Abstract

The objective of this study is to assess the effect of smoking and caffeine intake in the dosage of dopaminergic replacement therapy. Patients were recruited from the movement disorders clinic of the National Institute of Neurology and Neurosurgery in Mexico City. An interviewer-administered structured questionnaire was given to all subjects regarding their smoking and caffeine drinking habits. Dopaminergic replacement therapy information was collected and levodopa, dopamine agonists, and levodopa equivalent daily doses were calculated. 146 Parkinson's disease patients (50 % female) were included. All patients were on antiparkinsonian treatment, with a mean levodopa equivalent daily dose (LEDD) of 550.2 ± 408. Patients were stratified according to smoking and caffeine drinking status. 104 (71.2 %) of the patients were "never smokers", 33 (22.6 %) were "former smokers" and 9 (6.2 %) were "current smokers". 40 (27.4 %) patients reported no history of caffeine intake, 36 (24.7 %) were former consumers and 70 (47.9 %) were current caffeine drinkers.

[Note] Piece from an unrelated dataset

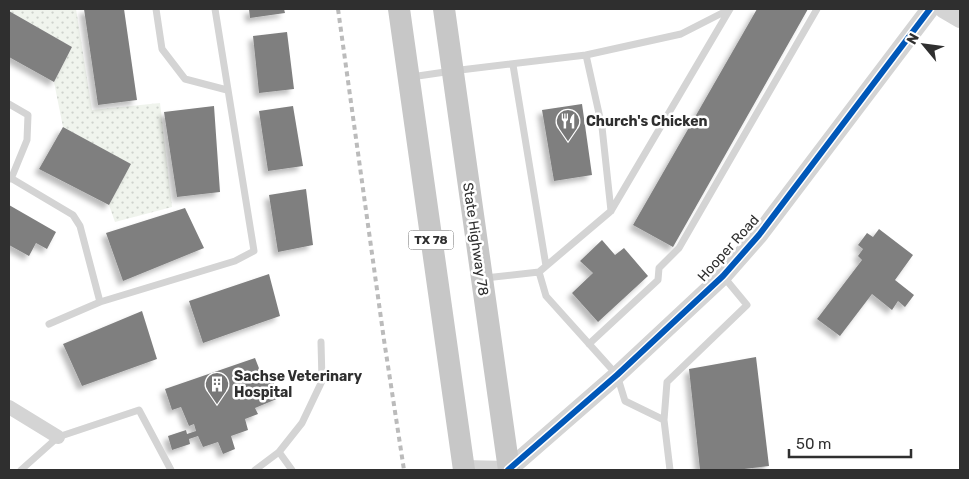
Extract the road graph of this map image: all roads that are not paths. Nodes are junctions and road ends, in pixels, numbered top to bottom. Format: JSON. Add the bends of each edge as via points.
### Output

No association between LEDD and smoking or caffeine intake was found. A weak positive correlation (r = 0.22, p < 0.04) was found between the daily dose of pramipexole and the daily intake of caffeine. LEDD, levodopa daily dose and dopamine agonist daily dose were not related to smoking or caffeine intake status. We found a weak correlation between caffeine daily intake and pramipexole dose. Further prospective exploration is needed to address the interaction of concomitant A2A antagonism induced by caffeine intake and dopaminergic replacement therapy.